73歳指揮官が「感無量」 専大松戸に甲子園初勝利を運んだエースの“攻撃的投球”
夏までに磨いた内角へと投げ切る投球「春は自分の失投で負けた」
指揮官も深沢の快投には「インコースを上手く使いながら、完璧な投球をしてくれた」と最敬礼。試合途中までは継投が頭にあったが「あれだけいい投球をしてくれたら、変えどきが難しくなりますよね。7回からはもう、深沢に任そうと考えていました」。この春は、2番手以降の投手育成にも心を砕いてきたが、この日の背番号1の姿には、腹をくくらせるだけのものがあった。
今春の選抜、1回戦で中京大中京に0-2の完封負けを喫した。持丸監督は「中京大中京とあんな試合ができたってみんな褒めてくれたけど、違う。負けたんでは一緒だろう」と、すぐ夏を向き動き出した。選手の思いはより強かった。深沢は「春は自分の失投で負けた。夏の県大会の決勝でも、内角の甘い球を本塁打された」。
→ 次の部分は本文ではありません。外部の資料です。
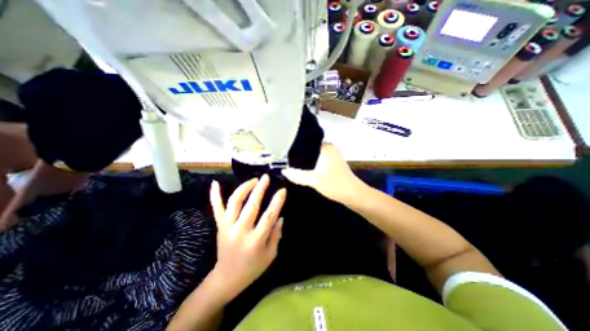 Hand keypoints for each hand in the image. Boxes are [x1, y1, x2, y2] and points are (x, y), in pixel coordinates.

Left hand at [210, 176, 285, 298]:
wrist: (226, 278)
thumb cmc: (252, 268)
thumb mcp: (270, 255)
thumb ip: (276, 235)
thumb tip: (280, 217)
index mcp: (256, 241)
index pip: (269, 216)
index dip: (277, 202)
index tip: (282, 190)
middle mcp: (241, 231)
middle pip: (251, 205)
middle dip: (260, 189)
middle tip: (266, 177)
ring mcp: (227, 227)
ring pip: (234, 202)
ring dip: (244, 188)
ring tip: (253, 180)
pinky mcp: (219, 226)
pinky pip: (216, 208)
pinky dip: (214, 195)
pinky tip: (215, 183)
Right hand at [281, 143, 364, 202]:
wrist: (354, 195)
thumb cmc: (335, 184)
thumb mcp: (314, 180)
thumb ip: (298, 175)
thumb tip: (283, 171)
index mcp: (325, 147)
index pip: (307, 141)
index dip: (296, 145)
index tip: (284, 150)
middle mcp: (329, 148)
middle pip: (310, 149)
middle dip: (299, 154)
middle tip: (284, 158)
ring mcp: (332, 156)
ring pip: (314, 155)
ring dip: (305, 160)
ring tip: (290, 163)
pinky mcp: (333, 164)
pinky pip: (318, 161)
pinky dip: (311, 164)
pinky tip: (303, 169) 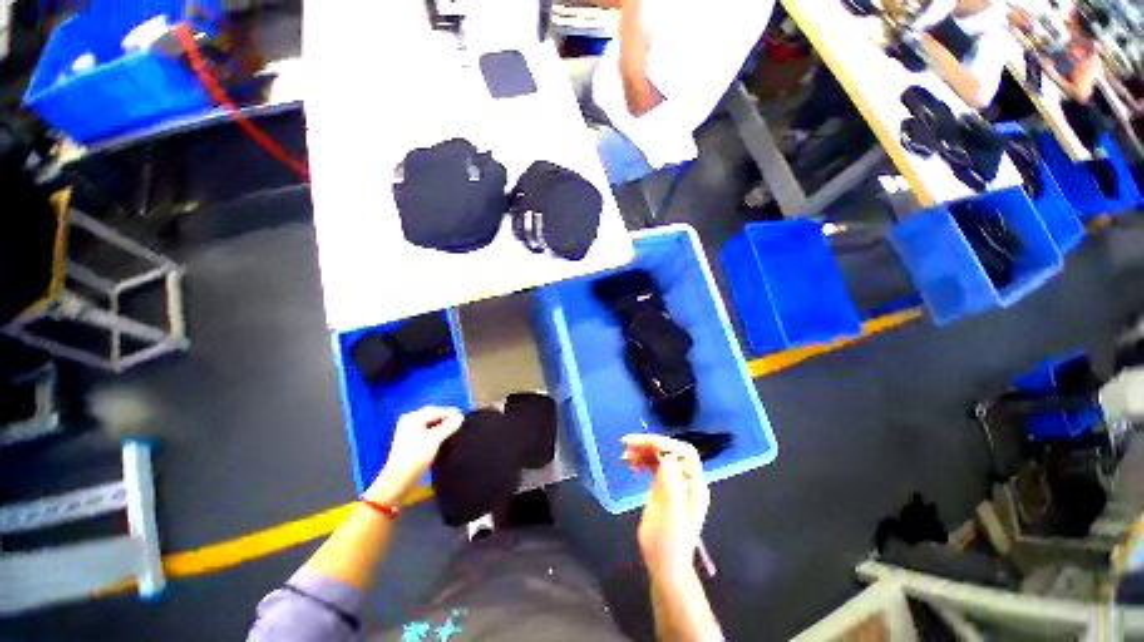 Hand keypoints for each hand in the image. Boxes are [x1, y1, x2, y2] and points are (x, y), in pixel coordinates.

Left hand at [366, 406, 463, 503]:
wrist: (399, 480)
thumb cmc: (416, 456)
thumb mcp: (435, 439)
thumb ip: (449, 426)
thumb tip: (460, 417)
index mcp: (413, 417)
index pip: (436, 410)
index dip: (450, 412)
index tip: (464, 417)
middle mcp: (409, 421)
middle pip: (432, 415)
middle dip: (446, 418)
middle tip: (459, 422)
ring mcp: (408, 432)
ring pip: (429, 424)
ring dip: (441, 425)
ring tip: (454, 429)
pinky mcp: (410, 442)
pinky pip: (426, 431)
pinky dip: (436, 432)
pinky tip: (443, 437)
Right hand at [622, 434, 709, 579]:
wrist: (666, 567)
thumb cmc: (667, 545)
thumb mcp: (668, 514)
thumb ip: (670, 481)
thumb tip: (667, 453)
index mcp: (694, 486)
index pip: (683, 452)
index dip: (663, 443)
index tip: (639, 443)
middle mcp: (687, 481)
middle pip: (671, 450)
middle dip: (650, 444)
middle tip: (625, 444)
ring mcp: (677, 484)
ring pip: (662, 456)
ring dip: (644, 451)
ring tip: (625, 455)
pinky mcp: (665, 488)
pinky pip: (655, 466)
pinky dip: (643, 460)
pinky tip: (631, 465)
甲子園までの短い間に、内角へ投げ切る力を身につけるべく取り組んだ。
ブルペンで、左打者にベースへ近寄ってもらい、それでも内角へ投げ切る練習をした。コースいっぱいに投げればストライクゾーンを使いきれると思っていたが、持丸監督からの「もう1個バッター寄りに投げたほうがいい」という言葉に気づかされた。打者に当てるくらいの気持ちでなければ、本当に攻めきることはできないのだと。右打者に対しても一緒だ。右打者の顔に向かっていくような獰猛なボールなら、リスクが大きいとされるシュート回転も使えるものになる。「シュート回転しても、いい回転のシュートボールならOKだ」という老将の言葉が、力になった。
初めて甲子園で味わった喜び。「春の負けがあっての勝利かな」と深沢は言った。悔しい記憶さえも、意味のあるものに変えた快投だった。次は2勝目へ。部の歴史を変える夏は、まだまだ続く。